The suit says Ticketmaster and Live Nation’s “illegal conduct frustrates artists’ desire to maintain affordable ticket prices that fit the needs of ordinary American families, costing ordinary fans millions of dollars every year.”

The lawsuit further alleges bait and switch by Ticketmaster by advertising list prices that didn’t include mandatory fees. Ticketmaster voluntarily switched to all-in upfront pricing in June 2023 for tickets at Live Nation venues ahead of an FTC rule change made in the waning days of the Biden Administration that mandated all-in pricing across the ticketing industry.

The suit also alleges BOTS Act violations, saying that Ticketmaster is complicit in the use of automated bots and deceptive practices by secondary sellers on its site.
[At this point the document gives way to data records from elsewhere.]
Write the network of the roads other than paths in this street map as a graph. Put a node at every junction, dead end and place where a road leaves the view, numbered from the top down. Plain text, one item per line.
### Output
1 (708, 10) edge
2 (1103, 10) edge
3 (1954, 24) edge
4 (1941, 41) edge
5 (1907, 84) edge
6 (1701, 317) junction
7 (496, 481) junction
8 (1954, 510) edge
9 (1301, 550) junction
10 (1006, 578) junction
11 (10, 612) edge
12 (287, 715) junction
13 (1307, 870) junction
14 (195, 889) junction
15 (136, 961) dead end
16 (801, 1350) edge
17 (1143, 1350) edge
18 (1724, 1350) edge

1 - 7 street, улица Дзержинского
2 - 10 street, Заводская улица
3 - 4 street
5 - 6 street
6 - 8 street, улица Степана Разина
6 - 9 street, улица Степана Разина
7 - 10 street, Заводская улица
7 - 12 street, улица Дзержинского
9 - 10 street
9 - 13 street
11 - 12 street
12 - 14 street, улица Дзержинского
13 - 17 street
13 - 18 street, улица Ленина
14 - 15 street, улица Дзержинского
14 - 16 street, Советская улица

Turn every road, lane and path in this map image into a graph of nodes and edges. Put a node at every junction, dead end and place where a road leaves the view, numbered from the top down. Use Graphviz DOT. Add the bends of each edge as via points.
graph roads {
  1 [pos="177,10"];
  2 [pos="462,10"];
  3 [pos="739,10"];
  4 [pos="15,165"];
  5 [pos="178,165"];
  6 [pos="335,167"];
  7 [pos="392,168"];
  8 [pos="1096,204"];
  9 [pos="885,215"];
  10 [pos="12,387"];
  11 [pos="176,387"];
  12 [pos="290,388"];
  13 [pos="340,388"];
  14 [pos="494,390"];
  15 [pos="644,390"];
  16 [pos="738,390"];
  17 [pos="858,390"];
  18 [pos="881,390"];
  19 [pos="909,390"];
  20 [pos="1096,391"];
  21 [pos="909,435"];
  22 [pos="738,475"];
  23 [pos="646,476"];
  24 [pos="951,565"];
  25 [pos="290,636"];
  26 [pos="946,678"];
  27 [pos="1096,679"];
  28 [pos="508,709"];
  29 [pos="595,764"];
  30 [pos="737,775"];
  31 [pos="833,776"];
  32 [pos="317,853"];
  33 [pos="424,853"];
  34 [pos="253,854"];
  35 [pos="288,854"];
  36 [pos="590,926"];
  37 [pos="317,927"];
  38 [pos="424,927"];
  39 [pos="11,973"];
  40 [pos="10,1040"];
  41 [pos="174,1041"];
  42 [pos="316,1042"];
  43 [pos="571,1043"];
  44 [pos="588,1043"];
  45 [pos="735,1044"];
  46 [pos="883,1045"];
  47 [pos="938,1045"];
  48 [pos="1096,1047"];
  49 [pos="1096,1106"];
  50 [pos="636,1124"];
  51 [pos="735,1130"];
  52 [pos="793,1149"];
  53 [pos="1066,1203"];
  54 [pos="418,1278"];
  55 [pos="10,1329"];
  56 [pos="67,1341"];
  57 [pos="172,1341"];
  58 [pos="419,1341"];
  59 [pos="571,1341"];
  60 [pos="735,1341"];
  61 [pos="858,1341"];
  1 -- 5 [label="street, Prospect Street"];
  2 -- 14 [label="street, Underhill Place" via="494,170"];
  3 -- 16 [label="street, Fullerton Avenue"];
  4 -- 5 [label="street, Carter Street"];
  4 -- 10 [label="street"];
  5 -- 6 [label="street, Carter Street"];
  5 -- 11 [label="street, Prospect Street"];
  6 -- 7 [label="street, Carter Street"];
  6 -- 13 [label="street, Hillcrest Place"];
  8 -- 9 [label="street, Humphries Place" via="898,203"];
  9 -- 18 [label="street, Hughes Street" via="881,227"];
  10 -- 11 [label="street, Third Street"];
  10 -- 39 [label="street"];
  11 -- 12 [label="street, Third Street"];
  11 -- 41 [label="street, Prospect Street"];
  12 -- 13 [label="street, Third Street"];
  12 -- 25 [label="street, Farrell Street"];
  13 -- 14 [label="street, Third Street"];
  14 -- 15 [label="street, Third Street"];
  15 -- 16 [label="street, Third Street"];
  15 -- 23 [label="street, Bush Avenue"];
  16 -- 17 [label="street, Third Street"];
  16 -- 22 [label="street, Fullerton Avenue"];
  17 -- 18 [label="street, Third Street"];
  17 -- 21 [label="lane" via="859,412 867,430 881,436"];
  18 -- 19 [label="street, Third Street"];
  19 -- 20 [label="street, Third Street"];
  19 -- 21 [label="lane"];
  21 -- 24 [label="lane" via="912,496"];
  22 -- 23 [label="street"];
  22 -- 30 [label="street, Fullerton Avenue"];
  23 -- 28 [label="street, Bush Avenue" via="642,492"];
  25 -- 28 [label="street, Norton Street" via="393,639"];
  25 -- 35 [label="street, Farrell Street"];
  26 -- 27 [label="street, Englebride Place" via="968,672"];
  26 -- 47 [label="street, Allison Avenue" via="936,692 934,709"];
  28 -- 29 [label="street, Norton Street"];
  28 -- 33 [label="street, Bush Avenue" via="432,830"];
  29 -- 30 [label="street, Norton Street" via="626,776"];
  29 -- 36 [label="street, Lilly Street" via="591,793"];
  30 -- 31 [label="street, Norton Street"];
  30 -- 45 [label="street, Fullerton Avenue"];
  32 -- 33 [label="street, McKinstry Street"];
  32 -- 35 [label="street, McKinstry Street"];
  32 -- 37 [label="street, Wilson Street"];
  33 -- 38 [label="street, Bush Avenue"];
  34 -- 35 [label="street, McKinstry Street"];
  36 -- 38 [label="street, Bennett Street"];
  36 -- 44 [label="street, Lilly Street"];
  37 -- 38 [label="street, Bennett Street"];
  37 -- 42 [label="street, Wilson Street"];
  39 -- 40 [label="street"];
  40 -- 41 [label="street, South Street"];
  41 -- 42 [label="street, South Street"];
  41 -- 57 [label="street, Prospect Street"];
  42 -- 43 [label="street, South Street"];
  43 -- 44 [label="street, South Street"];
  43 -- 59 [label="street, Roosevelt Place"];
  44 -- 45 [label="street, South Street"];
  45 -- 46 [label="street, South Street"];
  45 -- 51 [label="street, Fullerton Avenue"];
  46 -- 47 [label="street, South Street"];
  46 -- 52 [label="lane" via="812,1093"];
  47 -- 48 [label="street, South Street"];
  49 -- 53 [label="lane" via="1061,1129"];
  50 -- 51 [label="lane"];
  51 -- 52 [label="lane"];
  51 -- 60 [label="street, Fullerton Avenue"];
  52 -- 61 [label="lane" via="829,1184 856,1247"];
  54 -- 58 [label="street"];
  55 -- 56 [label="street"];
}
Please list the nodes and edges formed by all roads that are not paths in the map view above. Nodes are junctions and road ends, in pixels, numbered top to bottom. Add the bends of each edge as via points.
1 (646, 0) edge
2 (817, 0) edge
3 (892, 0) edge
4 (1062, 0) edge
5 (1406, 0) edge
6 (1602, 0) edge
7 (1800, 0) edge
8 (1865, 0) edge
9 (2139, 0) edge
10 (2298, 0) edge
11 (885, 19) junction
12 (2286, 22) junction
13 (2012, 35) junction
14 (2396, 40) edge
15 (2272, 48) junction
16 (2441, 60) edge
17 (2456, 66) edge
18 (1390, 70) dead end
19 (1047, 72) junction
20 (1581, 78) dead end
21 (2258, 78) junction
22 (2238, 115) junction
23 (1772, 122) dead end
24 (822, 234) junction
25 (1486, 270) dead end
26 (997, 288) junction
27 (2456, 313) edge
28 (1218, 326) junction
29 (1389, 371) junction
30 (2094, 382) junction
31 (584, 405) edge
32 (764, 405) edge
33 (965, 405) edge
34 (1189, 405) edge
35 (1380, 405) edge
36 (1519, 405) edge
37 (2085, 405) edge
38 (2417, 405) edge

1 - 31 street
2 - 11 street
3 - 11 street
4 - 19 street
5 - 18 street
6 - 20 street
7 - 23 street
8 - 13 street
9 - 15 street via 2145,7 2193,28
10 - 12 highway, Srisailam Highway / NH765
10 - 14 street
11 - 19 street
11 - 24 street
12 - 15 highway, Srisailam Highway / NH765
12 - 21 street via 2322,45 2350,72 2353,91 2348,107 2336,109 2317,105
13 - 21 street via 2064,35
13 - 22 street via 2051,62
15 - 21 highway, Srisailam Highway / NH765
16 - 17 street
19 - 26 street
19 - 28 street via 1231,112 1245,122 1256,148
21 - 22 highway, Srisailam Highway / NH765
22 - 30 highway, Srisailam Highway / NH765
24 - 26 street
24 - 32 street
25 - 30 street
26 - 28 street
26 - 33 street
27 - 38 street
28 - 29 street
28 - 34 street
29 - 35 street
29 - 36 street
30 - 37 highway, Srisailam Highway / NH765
That echoes a defense by Key Investment Group — a conglomerate that controls numerous resale sites that is also being sued for BOTS Act violation — who said, in short, that it cannot violate the BOTS Act because Ticketmaster is aware of the “common” tactics used by secondary sellers.

StubHub Cools Off After IPO

Shares of StubHub closed at $22.08 Wednesday after the company’s long-awaited IPO priced shares at $23.50, a 6% drop on Day One. By midday Thursday, shares of the secondary ticketer were down to $20.71, nearly 12% from the IPO price. It closed Thursday at $20.50.

The company’s IPO nevertheless raised $800 million with its 34 million shares and the company’s valuation was north of $8 billion.

AI Artist Inks $3M Record Deal

Telisha Jones, the creator behind Timbaland-backed AI artist Xania Money, has signed a $3 million recording contract for her creation with Hallwood Media.

The label, whose leadership includes former Interscope exec Neil Jacobson, signed the deal after Monet’s song “Let Go, Let God,” hit No. 21 on Billboard‘s Hot Gospel Songs chart and No. 25 on Emerging Talents.

An earlier track, “How Was I Supposed to Know,” went to No. 1 on R&B Digital Song Sales, No. 3 on R&B/Hip-Hop Digital Song Sales and No. 22 on Digital Song Sales.

TikTok Deal Imminent…Apparently

More than 500 days after Congress passed an overwhelmingly bipartisan law requiring TikTok to find a U.S. or allied buyer or face a ban, President Donald Trump — who on dubious authority has repeatedly delayed execution of the law — says the popular app has a buyer.

A consortium led by Oracle, Silver Lake and Andreessen Horowitz will control 80% of TikTok under the deal with Chinese shareholders controlling the remaining fifth.

“We have a deal on TikTok,” Trump said Tuesday. “We have a group of very big companies that want to buy it.”

He will speak Friday with Chinese leader Xi Jinping to “confirm everything up,” he said.

Sources told the Wall Street Journal that the deal includes a spot on the board for a member appointed by the U.S. government.

The White House says any details on the deal are “pure speculation” until it is finalized.